RECORDS PROVIDED section start

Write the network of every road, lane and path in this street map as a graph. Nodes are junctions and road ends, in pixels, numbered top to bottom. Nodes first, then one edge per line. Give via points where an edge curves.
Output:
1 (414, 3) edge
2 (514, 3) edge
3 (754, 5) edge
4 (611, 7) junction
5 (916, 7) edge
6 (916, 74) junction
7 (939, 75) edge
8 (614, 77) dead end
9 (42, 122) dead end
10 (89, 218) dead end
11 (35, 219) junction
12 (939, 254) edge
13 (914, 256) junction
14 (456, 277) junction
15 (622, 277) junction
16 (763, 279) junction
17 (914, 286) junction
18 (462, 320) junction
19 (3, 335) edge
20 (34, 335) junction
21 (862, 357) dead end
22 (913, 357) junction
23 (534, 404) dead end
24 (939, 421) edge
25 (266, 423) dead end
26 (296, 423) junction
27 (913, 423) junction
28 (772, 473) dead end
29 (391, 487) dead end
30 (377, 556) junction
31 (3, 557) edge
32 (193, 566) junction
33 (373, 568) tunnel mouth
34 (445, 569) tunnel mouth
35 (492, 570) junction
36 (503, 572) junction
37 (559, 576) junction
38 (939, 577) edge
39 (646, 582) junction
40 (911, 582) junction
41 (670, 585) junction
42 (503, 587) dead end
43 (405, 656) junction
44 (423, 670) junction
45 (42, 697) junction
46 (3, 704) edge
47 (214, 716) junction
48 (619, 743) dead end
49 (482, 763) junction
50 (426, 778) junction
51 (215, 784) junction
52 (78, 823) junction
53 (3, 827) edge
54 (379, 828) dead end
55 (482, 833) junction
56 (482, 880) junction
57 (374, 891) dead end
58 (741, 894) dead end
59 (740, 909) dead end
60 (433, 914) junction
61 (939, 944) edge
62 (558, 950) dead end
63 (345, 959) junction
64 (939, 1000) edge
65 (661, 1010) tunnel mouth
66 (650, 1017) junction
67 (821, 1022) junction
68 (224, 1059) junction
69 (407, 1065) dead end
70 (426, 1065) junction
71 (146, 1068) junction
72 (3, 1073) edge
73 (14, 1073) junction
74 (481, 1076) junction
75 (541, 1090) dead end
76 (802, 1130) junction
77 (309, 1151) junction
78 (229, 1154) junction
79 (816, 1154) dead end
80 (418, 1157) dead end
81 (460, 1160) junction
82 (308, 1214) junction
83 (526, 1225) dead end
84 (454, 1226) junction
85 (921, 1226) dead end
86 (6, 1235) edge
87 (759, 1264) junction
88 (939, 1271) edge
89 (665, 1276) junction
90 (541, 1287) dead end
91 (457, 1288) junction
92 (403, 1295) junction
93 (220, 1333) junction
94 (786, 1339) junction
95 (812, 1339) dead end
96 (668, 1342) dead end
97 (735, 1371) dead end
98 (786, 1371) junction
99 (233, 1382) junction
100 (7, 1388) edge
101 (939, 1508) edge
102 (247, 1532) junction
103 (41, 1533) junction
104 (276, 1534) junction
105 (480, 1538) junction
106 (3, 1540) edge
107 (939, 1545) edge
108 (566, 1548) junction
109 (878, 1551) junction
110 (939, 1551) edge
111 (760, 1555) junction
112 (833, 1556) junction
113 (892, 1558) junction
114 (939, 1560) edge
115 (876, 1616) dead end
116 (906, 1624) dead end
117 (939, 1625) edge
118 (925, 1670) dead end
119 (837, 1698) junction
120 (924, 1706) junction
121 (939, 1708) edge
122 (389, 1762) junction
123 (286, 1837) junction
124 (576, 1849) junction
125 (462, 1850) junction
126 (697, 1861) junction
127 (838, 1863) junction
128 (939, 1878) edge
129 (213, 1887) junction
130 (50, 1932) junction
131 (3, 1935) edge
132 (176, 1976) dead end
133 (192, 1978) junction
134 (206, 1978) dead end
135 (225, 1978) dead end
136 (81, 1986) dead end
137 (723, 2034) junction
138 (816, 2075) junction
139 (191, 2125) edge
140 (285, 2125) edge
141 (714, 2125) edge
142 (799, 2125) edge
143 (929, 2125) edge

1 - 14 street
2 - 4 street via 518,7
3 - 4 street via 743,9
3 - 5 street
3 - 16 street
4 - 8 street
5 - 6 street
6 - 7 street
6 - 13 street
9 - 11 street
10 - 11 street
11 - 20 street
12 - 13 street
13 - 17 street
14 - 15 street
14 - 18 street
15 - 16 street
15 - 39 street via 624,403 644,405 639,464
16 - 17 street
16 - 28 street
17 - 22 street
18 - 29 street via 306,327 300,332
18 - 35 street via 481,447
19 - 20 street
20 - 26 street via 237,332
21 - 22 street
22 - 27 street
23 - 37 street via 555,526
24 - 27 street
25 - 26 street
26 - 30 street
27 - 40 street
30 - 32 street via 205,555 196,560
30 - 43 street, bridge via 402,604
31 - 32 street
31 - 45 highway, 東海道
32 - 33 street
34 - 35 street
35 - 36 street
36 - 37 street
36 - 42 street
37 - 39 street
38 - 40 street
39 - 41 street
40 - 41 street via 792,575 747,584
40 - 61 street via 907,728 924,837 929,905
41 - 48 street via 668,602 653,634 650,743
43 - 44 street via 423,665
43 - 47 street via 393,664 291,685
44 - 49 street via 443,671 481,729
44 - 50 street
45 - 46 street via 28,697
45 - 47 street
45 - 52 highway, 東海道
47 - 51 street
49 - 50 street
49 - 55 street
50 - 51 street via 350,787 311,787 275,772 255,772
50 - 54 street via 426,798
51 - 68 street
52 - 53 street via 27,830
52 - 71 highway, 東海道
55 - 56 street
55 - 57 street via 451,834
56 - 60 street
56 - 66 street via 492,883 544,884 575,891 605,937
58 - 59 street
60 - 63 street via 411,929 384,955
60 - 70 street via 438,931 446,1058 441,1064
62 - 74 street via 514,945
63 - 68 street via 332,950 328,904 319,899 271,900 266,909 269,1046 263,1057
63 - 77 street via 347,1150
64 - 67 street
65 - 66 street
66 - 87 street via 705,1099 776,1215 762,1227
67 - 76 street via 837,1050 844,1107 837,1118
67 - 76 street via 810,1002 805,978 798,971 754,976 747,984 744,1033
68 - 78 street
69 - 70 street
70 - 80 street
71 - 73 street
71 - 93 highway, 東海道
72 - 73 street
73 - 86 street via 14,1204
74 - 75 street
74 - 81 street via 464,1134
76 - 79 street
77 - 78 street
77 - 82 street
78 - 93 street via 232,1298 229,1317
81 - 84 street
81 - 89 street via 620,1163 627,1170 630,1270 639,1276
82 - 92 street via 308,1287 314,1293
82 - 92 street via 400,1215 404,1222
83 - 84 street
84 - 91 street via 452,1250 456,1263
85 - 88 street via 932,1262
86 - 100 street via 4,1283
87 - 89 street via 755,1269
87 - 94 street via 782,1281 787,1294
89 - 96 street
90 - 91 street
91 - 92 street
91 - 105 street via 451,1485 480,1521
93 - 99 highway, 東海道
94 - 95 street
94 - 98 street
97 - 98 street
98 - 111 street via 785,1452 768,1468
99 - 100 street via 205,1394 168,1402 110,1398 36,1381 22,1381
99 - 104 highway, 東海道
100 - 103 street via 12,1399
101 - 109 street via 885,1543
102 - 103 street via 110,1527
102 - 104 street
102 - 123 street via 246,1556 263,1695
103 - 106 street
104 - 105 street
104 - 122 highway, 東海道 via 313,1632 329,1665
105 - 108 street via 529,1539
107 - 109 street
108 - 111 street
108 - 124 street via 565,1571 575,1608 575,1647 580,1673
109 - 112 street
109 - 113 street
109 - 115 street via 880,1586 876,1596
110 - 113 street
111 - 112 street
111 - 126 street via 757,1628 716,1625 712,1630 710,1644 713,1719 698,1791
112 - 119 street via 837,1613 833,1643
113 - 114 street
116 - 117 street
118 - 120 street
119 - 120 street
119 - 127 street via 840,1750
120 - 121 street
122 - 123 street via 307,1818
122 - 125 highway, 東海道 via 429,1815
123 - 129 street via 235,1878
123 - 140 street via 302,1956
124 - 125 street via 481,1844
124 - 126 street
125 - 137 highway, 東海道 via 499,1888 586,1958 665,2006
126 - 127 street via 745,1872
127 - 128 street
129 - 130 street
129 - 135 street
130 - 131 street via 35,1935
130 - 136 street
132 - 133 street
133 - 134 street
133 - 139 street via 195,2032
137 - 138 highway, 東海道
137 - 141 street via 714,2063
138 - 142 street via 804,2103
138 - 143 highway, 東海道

RECORDS PROVIDED section end

# INSTRUCTIONS TO FOLLOW:
The number of lines in the data that contain the word "mouth" is all that should be stated.

# EXPECTED OUTPUT:
3